DATA RECORDS START

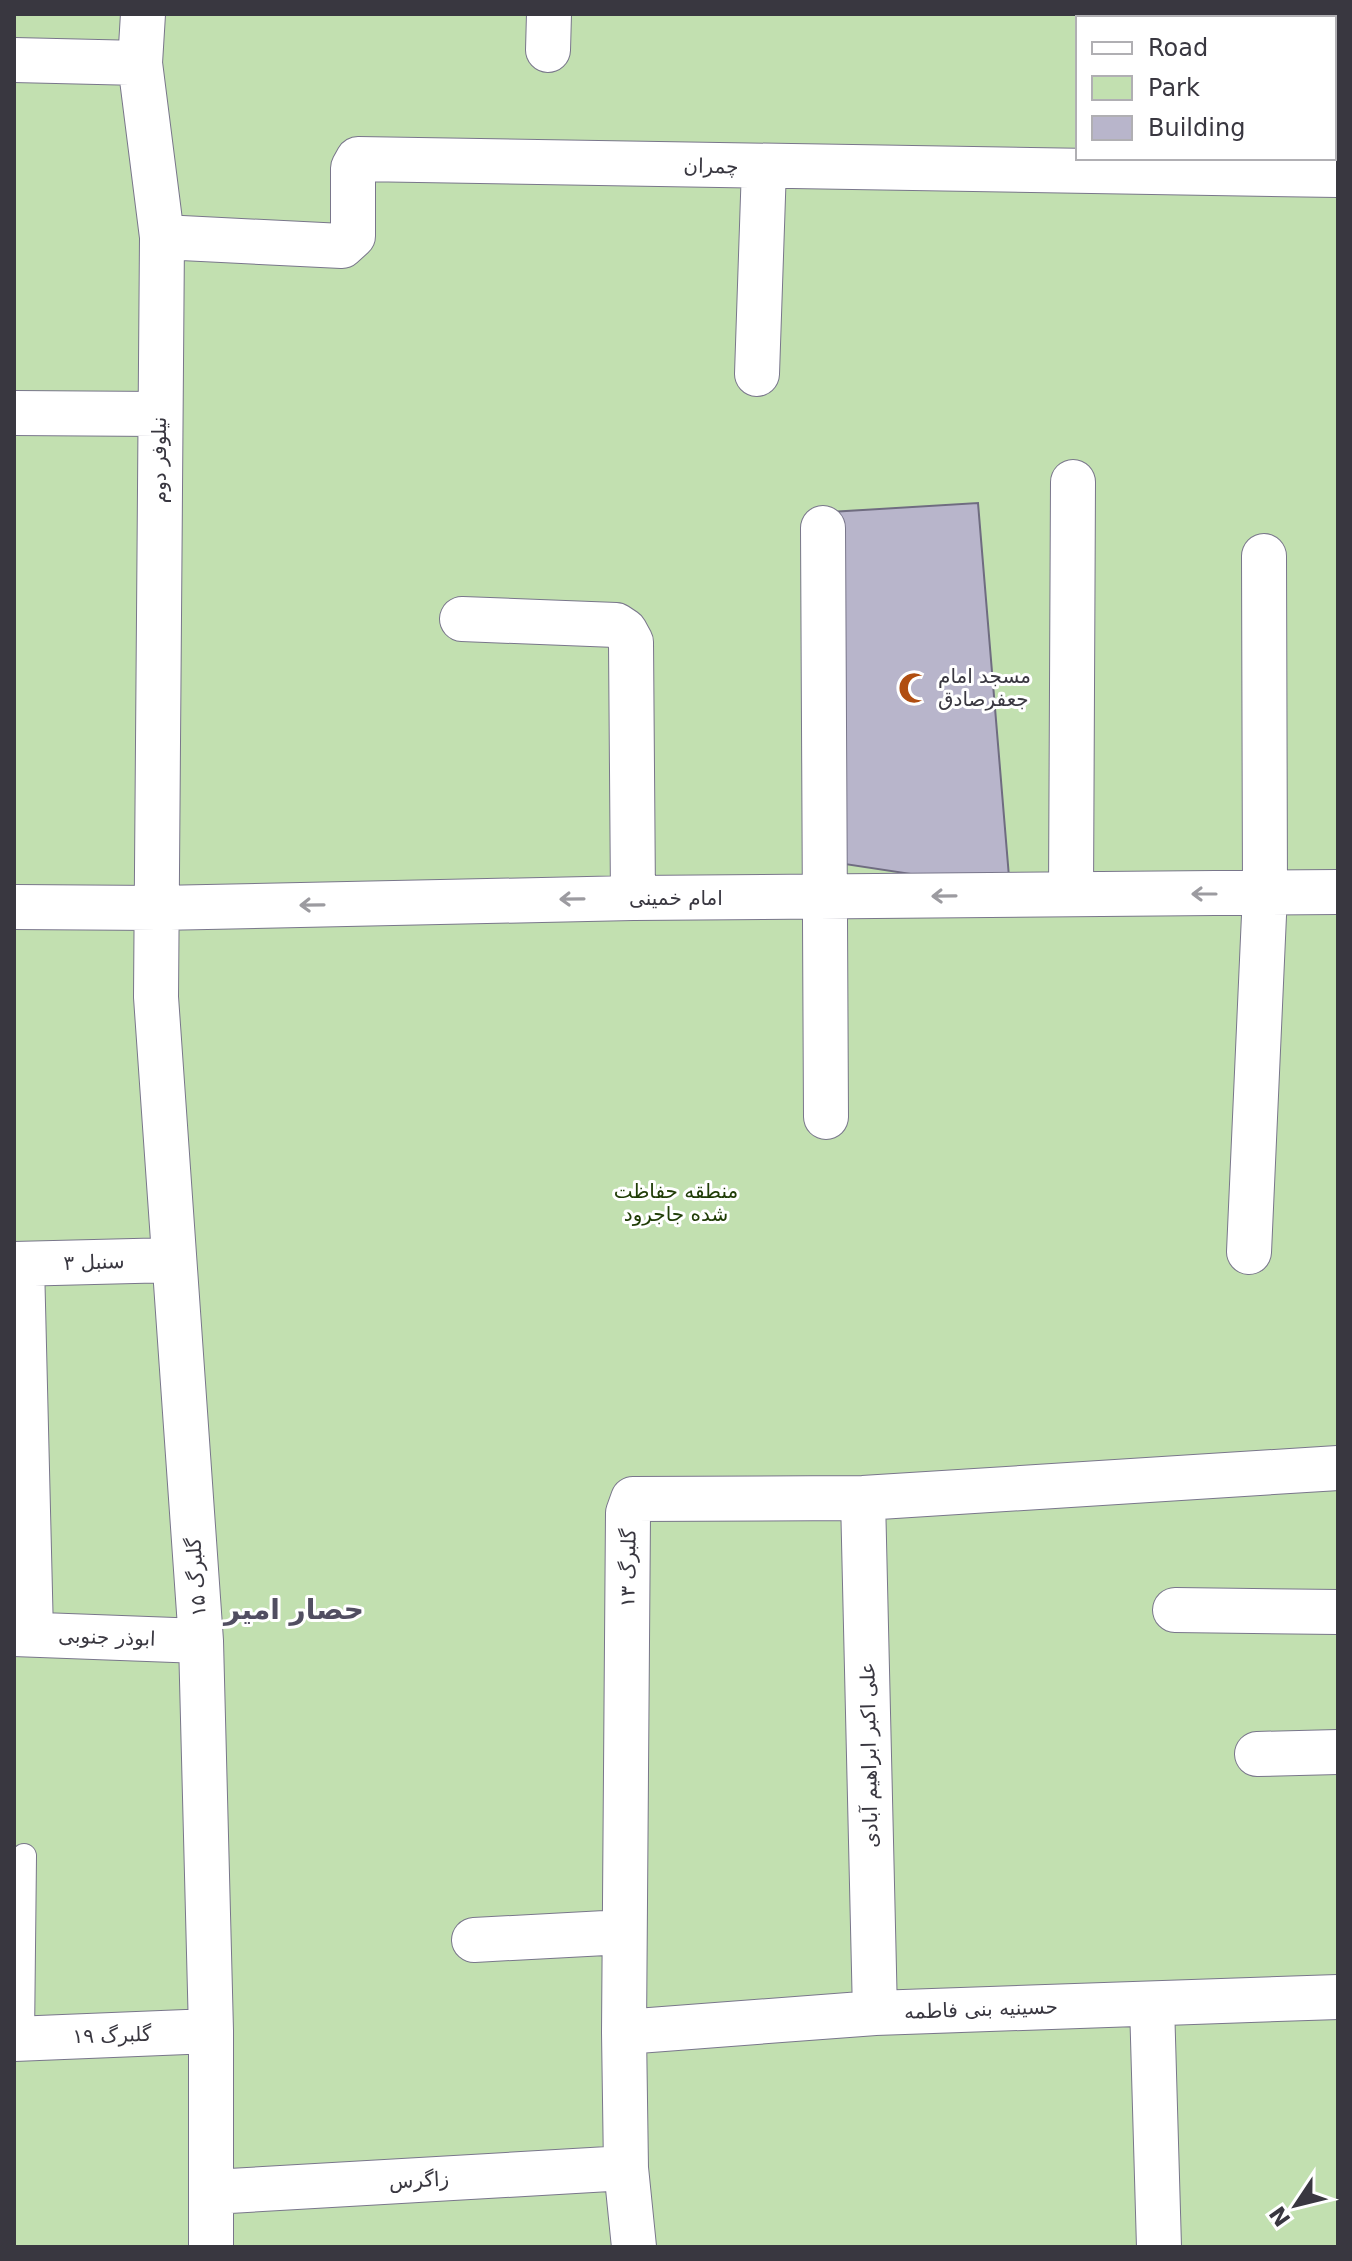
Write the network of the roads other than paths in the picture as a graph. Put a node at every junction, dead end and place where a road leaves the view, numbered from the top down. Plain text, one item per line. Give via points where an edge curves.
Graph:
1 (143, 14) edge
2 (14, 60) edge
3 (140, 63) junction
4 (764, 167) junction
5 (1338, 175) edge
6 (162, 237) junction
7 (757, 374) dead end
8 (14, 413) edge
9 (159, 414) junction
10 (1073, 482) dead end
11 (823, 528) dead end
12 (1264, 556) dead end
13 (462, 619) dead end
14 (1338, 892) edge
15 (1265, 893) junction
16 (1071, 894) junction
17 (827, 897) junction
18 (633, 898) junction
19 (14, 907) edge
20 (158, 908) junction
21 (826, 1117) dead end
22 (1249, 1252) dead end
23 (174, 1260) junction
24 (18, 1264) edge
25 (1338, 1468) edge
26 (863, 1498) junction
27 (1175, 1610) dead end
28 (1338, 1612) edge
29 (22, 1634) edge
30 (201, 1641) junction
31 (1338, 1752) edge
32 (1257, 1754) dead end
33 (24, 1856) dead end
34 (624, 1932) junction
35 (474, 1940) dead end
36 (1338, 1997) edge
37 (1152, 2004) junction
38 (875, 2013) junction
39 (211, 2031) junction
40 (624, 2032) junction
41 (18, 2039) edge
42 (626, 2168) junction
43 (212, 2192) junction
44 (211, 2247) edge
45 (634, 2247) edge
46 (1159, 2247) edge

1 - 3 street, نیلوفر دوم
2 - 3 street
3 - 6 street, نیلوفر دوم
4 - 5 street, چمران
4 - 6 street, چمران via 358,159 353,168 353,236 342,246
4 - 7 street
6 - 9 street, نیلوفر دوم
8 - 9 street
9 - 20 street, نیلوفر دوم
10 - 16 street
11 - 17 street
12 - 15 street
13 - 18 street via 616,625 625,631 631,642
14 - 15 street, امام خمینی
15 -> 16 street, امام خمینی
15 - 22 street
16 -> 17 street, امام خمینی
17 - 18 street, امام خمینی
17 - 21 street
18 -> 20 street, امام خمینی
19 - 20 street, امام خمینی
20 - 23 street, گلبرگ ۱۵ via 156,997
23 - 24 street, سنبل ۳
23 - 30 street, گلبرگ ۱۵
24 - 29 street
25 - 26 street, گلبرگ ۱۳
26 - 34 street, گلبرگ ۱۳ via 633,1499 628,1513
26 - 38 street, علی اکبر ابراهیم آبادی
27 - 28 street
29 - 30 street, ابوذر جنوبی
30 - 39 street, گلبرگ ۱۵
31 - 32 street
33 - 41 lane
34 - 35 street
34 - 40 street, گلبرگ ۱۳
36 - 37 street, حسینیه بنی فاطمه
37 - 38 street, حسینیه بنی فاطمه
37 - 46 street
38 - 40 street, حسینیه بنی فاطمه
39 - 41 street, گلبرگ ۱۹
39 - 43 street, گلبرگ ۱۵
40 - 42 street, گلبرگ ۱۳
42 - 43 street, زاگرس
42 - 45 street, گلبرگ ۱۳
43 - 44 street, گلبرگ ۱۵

DATA RECORDS END

GOAL OF THE EXERCISE —
Among the lines above, return those that contain the string "نیلوفر".

RESPONSE TO THE EXERCISE —
1 - 3 street, نیلوفر دوم
3 - 6 street, نیلوفر دوم
6 - 9 street, نیلوفر دوم
9 - 20 street, نیلوفر دوم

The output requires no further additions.